收缩压下降<10mmHg,心率提高5-15次/分为正常。
收缩压下降>20mmHg,并出现临床症状,排除其他原因,即可诊断。
6. 治疗
在治疗上,注意早期筛查,重视立卧位血压测量,及时发现,及时处理,对于继发性原因,去除诱发因素(各种引起OH的药物等),积极治疗原发病,严重的患者则需要药物治疗。
1)非药物治疗
生活方式调节,合理饮食、戒烟戒酒,少食多餐,适当锻炼、增强体质,适度增加水钠摄入。

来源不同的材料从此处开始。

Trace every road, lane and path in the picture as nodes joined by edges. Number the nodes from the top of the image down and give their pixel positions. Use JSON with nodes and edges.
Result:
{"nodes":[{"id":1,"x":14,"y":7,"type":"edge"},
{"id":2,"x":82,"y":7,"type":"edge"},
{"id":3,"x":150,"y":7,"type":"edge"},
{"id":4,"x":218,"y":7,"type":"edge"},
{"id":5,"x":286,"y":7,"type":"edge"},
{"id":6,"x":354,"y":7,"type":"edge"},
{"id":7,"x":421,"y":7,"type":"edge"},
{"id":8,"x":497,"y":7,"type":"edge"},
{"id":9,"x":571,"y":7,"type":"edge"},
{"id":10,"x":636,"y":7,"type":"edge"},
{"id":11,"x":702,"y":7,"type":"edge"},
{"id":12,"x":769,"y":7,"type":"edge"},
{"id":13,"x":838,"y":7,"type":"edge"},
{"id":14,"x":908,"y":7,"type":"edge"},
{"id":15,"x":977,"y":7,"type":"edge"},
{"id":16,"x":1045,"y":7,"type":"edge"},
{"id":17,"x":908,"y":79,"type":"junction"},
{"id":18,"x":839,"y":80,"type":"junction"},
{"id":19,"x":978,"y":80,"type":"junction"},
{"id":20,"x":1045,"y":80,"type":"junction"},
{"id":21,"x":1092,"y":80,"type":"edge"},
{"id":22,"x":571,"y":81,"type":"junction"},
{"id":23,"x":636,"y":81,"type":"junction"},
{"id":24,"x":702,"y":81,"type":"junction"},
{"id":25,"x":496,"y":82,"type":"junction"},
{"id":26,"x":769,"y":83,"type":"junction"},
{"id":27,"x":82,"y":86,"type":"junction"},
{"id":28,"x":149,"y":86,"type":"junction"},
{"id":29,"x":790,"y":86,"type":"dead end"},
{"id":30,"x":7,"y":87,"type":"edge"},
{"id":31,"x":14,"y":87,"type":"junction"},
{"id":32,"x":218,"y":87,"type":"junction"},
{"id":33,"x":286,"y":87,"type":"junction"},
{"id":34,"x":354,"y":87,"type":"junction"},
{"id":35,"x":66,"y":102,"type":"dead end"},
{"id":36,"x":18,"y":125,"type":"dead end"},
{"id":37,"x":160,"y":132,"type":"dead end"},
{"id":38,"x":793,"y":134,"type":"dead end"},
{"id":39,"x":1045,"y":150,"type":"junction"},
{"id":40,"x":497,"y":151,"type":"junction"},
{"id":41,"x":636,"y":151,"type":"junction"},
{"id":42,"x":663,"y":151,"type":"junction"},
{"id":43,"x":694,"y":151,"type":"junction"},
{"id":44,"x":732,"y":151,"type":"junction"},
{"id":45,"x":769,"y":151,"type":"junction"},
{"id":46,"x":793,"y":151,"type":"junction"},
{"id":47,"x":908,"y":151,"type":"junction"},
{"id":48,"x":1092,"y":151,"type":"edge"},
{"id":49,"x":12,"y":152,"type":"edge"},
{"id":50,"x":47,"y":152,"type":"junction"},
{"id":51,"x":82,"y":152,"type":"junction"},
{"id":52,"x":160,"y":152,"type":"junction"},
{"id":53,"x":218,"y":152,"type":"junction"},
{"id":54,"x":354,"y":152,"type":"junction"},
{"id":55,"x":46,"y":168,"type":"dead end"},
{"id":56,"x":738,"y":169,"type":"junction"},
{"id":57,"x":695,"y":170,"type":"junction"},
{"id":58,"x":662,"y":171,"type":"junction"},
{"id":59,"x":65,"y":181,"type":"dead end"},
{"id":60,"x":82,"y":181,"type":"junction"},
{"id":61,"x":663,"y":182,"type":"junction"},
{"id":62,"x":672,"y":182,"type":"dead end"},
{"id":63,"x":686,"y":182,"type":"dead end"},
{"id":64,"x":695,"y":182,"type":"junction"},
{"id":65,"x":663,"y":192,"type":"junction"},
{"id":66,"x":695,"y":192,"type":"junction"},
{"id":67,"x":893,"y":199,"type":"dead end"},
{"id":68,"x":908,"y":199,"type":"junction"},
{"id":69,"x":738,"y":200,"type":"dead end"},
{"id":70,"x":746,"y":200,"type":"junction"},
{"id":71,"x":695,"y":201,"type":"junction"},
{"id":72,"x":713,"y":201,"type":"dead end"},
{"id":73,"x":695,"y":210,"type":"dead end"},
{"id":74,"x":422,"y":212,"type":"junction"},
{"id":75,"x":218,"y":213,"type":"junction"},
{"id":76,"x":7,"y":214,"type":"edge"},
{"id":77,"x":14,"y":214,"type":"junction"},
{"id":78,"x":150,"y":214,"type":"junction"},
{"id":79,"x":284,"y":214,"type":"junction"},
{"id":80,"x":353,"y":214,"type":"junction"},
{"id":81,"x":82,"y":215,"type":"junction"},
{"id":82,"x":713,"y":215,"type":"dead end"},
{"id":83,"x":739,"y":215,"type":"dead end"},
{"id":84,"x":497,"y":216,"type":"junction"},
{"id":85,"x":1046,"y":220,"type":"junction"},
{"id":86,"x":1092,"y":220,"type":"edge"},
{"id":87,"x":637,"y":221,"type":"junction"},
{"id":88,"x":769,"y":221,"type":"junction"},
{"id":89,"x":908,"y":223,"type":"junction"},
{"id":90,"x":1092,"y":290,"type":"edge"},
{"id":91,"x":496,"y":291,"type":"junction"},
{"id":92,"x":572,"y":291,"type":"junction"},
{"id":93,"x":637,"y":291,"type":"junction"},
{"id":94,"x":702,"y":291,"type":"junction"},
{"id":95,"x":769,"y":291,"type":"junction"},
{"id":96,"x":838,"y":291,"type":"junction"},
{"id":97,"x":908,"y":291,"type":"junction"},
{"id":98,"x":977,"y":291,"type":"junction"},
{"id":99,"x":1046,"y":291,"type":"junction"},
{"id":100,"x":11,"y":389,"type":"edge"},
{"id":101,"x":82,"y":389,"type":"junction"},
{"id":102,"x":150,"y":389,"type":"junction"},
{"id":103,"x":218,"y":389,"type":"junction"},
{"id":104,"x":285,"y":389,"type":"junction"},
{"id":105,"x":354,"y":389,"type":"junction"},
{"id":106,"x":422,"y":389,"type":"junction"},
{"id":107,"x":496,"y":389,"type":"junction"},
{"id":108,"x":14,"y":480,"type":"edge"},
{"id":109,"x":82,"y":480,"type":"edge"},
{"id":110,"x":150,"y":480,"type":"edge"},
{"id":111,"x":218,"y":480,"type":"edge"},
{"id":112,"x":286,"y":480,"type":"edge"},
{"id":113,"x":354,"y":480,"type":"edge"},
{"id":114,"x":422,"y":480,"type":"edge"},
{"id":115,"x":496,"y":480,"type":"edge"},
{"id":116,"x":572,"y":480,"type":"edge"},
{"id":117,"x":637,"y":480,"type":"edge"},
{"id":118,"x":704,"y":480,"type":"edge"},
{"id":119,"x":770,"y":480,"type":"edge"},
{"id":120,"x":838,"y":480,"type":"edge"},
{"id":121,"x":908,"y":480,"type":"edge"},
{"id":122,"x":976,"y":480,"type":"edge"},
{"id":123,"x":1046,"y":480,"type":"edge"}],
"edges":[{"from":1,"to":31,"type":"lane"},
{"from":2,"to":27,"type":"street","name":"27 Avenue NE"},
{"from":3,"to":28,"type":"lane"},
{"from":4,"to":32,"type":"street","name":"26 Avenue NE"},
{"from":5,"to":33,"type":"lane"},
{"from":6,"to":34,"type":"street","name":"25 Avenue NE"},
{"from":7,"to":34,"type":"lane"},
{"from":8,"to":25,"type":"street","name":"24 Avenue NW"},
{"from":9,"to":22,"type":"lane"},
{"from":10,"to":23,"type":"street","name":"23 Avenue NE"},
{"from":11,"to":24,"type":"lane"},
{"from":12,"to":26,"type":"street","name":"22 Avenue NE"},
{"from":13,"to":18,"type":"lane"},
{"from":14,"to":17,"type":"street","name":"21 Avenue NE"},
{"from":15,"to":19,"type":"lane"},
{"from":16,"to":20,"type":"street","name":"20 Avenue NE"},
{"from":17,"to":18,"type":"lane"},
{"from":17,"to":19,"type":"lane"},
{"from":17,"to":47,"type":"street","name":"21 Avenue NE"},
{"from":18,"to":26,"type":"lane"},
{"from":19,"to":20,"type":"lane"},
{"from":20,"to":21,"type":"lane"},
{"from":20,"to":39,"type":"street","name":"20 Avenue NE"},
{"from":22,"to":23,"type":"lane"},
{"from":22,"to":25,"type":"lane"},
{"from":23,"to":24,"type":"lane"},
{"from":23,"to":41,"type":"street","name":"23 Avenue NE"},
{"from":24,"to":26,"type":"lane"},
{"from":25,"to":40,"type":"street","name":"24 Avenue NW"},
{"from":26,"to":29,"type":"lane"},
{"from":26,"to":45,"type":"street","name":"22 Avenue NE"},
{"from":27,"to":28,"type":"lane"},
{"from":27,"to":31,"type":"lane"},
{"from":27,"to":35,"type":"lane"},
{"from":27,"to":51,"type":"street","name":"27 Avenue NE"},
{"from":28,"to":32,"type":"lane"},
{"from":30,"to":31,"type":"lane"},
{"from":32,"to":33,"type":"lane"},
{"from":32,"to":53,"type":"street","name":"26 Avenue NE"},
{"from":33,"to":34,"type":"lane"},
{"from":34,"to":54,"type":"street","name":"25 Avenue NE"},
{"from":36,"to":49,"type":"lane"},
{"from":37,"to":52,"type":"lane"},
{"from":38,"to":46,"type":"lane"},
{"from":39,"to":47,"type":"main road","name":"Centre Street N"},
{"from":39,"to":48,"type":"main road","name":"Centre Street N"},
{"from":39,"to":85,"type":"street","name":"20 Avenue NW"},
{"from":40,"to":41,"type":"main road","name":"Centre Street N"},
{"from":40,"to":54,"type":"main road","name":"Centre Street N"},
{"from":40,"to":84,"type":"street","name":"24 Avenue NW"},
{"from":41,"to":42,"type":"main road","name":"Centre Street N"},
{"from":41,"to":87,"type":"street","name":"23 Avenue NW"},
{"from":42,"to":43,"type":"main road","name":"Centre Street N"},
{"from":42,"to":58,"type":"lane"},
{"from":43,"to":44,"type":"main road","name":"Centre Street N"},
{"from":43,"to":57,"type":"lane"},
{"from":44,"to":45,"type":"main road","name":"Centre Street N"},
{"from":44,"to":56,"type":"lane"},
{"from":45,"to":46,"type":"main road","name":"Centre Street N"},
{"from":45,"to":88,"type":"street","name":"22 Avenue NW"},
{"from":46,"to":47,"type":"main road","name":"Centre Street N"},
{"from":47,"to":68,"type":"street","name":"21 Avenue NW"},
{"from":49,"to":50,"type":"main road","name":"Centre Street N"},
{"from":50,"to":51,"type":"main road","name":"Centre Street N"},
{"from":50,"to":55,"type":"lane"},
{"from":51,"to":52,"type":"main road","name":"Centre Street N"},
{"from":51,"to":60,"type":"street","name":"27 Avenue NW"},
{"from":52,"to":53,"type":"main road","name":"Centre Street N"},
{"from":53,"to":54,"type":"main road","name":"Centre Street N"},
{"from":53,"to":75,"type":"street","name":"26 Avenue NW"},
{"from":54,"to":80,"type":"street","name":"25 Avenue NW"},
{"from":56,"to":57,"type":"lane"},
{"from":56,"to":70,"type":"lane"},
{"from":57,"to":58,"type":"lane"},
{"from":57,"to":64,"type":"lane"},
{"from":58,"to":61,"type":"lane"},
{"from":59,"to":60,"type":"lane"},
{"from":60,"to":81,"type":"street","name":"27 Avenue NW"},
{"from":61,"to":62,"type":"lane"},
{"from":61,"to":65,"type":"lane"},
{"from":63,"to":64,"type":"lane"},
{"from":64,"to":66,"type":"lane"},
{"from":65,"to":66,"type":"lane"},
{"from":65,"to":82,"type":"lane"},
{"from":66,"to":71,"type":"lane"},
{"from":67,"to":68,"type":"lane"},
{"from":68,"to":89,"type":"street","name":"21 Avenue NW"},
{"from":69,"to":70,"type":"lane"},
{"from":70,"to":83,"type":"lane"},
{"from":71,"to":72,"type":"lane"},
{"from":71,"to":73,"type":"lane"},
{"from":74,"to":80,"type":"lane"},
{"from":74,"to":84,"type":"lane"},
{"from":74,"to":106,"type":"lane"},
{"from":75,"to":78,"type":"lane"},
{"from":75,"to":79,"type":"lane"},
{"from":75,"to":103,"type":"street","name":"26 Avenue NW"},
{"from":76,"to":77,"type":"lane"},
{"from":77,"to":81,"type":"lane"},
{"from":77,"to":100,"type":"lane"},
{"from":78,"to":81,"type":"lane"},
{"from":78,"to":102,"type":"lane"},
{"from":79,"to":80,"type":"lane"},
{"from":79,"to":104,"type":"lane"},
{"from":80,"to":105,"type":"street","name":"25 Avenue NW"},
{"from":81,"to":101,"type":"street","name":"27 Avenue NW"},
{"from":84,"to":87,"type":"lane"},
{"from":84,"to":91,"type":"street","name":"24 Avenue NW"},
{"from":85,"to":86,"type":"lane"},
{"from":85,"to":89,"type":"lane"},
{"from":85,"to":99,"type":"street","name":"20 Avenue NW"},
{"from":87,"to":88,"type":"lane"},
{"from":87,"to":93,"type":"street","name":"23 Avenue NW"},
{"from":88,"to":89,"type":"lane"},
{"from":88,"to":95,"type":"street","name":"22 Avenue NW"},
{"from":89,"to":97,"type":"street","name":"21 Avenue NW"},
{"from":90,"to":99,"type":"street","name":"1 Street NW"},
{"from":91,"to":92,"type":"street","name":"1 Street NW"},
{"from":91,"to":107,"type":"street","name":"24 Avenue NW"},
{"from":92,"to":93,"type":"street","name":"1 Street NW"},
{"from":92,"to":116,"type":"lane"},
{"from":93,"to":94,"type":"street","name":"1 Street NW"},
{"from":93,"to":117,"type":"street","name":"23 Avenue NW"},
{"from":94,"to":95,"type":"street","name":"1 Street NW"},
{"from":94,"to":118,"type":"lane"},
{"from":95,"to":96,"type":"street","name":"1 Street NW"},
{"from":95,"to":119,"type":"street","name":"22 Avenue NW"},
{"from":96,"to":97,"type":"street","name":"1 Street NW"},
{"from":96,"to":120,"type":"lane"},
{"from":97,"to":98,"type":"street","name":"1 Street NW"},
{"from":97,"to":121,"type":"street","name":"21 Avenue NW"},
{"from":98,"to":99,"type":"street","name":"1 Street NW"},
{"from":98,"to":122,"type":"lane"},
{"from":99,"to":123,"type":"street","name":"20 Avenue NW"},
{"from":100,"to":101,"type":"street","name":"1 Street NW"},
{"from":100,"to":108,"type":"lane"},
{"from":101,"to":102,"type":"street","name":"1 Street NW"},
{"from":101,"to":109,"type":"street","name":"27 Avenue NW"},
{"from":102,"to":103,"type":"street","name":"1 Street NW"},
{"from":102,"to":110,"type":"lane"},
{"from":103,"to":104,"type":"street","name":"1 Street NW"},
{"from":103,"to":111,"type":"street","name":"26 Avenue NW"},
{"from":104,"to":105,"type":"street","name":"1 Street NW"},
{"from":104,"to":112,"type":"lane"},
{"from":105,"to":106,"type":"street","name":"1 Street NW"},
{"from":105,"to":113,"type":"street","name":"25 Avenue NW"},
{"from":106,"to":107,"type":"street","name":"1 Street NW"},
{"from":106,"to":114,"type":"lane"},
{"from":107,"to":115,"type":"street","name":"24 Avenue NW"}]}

可应用弹力袜等增加回心血量的措施,体位转换时增加过渡动作。
2)药物治疗
米多君:外周α1-受体激动剂,可以诱导动静脉血管收缩,升高血压。
屈昔多巴:肾上腺素前体药物,在外周和中枢系统转化为去甲肾上腺素,可升高卧位血压的作用。
氟氢可的松:盐皮质激素作用,促进肾小管对钠的重吸收,增加血容量,并提高去甲肾上腺素对于血管α受体的敏感性,达到升压作用。
吡啶斯的明:胆碱酯酶抑制剂,可改善OH症状,对卧位血压影响小,适用于OH合并卧位高血压的患者。
其他药物还有多潘立酮、奥曲肽、麦角胺、育亨宾等。
贫血症患者使用促红素。
其他如生脉饮等中成药对体位性的治疗有一定的疗效。
体位性高血压OHT
OHT指卧位SBP显著降低、立位SBP显著升高的一种体位性血压变化,直立后3分钟内收缩压(SBP)升高至少>20mmHg定义为体位性高血压。
发病机制尚不明确,普遍认为是卧位到站/坐位时,在下垂部位静脉的“重力血管池”过度充盈所致,血管池内血液过多使得回心血量减少,心排出量降低,导致交感神经过度兴奋,使全身小血管收缩甚至痉挛,最后导致血压升高。
OHT可被认为是一种高血压前期状态,有研究发现,体位性高血压占高血压患者4.2-16.3%,多见于轻型高血压患者;且与糖尿病关系密切。
由于OHT在体位改变后血压显著变化,因此,血压波动时会导致靶器官损害(具体可参考→看似普通的高血压,风险远超过你的想象!)
由于OHT的发病机理与一般高血压不同,因此药物治疗目前无推荐,主要需要加强运动锻炼,尤其是下肢,以增加下肢血管的收缩力。